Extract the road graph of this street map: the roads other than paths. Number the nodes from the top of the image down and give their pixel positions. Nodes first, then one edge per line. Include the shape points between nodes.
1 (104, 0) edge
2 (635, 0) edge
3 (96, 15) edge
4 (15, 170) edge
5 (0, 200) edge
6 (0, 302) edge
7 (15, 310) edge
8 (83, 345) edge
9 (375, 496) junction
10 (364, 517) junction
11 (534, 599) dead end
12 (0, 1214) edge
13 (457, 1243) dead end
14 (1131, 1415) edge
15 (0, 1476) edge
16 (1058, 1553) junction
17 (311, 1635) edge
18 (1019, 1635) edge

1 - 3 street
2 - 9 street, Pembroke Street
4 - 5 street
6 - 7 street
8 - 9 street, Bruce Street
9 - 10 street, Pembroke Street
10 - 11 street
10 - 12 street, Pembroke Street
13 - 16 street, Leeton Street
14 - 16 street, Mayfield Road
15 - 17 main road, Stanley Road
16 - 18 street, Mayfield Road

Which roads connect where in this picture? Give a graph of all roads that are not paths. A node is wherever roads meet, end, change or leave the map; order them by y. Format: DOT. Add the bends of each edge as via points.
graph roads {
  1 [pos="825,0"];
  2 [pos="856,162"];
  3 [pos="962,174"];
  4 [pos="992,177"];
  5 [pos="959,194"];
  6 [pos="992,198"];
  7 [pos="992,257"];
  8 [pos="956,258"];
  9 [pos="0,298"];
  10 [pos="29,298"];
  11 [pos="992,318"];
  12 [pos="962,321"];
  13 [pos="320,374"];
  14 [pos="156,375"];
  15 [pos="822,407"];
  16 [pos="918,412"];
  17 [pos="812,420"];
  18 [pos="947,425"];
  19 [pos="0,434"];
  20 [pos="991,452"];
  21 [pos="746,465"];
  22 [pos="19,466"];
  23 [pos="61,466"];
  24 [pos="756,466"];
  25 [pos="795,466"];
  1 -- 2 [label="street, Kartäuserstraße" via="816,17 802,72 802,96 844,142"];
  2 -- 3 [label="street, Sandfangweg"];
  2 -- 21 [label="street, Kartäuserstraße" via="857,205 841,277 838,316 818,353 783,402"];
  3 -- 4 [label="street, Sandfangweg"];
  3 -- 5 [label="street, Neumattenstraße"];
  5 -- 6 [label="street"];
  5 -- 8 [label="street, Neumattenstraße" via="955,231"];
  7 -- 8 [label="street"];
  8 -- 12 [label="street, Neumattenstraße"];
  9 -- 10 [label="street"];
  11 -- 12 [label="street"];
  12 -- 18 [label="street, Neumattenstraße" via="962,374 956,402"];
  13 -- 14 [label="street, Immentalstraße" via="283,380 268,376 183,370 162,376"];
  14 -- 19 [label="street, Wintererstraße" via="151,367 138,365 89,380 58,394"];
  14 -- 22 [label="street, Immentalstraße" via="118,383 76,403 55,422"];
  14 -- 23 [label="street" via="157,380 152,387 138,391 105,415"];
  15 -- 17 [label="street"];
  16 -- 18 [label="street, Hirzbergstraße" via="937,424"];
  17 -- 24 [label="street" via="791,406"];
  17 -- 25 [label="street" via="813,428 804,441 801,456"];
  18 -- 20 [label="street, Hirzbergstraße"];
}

...

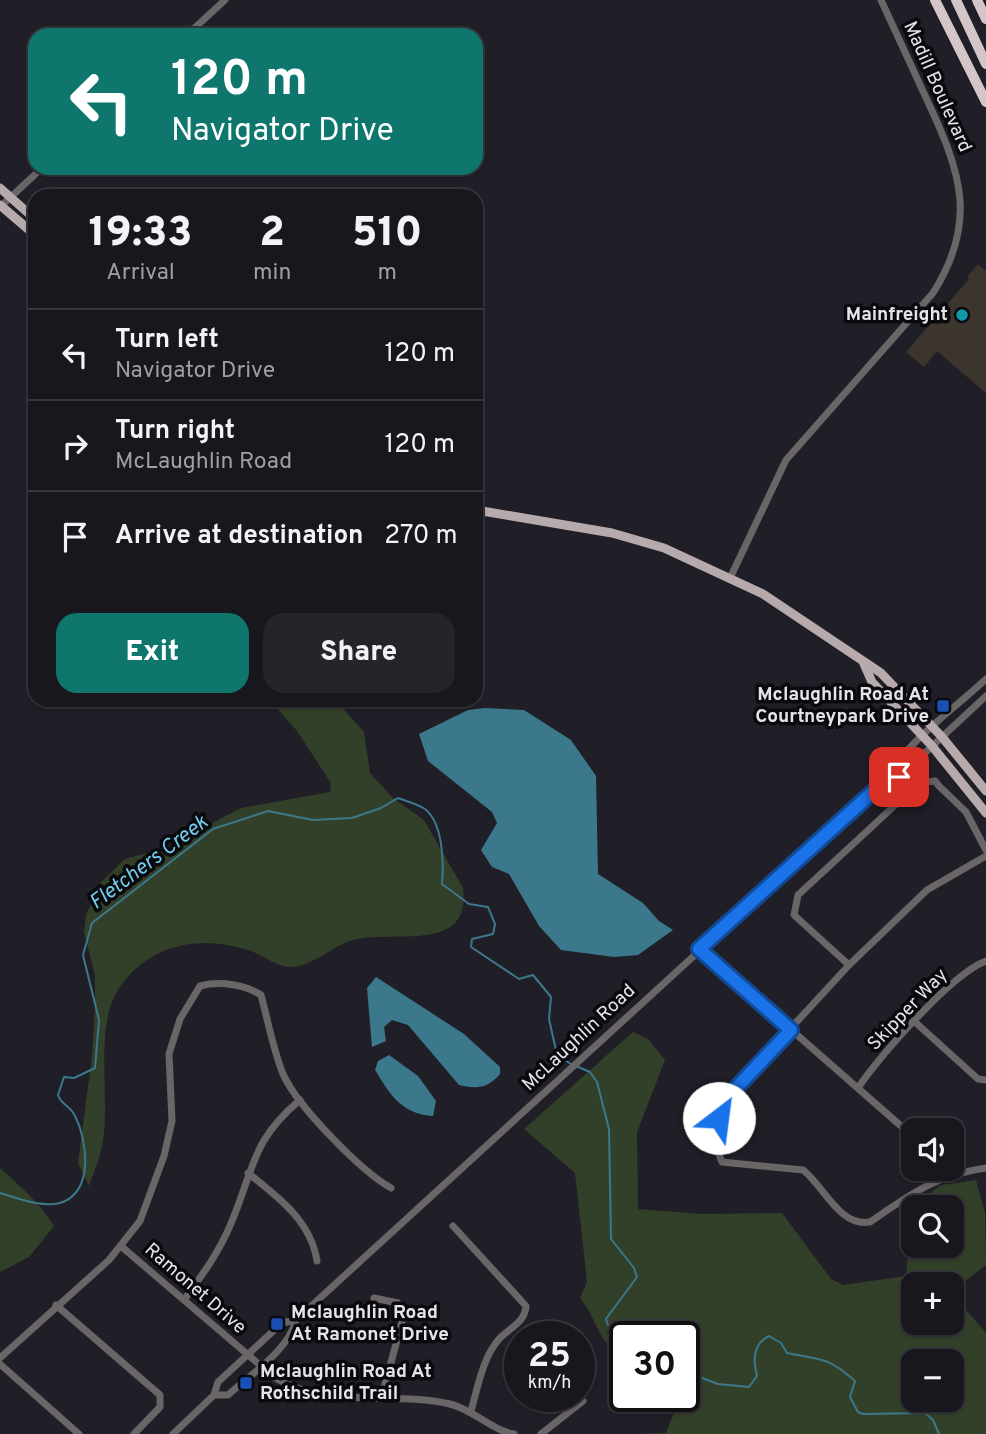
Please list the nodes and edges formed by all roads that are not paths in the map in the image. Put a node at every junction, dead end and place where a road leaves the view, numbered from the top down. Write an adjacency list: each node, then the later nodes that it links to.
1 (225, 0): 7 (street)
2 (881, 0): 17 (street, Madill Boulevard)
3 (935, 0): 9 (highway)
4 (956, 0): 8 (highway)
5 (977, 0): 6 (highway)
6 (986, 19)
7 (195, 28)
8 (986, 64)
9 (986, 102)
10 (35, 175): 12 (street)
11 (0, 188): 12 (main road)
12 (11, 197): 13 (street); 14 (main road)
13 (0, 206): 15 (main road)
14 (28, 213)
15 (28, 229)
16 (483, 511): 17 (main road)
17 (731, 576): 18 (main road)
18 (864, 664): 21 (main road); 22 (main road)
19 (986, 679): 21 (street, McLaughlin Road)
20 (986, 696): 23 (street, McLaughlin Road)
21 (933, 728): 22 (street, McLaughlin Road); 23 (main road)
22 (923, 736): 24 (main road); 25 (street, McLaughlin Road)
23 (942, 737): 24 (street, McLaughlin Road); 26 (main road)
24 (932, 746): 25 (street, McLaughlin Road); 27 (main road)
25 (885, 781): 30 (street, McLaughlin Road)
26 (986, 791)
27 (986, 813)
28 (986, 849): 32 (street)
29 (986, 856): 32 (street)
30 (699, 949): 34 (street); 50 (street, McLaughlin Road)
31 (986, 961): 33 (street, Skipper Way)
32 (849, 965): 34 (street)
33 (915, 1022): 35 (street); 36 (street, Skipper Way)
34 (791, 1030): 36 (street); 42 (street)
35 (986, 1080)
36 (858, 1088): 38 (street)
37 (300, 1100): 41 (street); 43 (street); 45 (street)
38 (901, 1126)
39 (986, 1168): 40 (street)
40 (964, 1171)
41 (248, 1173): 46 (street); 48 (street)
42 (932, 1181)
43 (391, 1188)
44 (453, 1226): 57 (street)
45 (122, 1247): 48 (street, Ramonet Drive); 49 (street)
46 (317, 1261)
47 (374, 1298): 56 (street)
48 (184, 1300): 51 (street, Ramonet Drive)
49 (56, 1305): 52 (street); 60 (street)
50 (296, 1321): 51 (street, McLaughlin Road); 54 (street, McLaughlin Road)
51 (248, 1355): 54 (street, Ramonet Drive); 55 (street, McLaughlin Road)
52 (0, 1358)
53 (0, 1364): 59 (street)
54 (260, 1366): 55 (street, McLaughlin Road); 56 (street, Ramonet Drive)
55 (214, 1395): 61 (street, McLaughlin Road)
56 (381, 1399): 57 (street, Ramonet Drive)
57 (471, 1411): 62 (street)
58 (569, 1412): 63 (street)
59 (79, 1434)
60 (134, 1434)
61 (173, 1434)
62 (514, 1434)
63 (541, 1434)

▶ [Task to complete] Pull out every line of the records that includes the string "Sandfangweg".

▶ [Exercise response]
  2 -- 3 [label="street, Sandfangweg"];
  3 -- 4 [label="street, Sandfangweg"];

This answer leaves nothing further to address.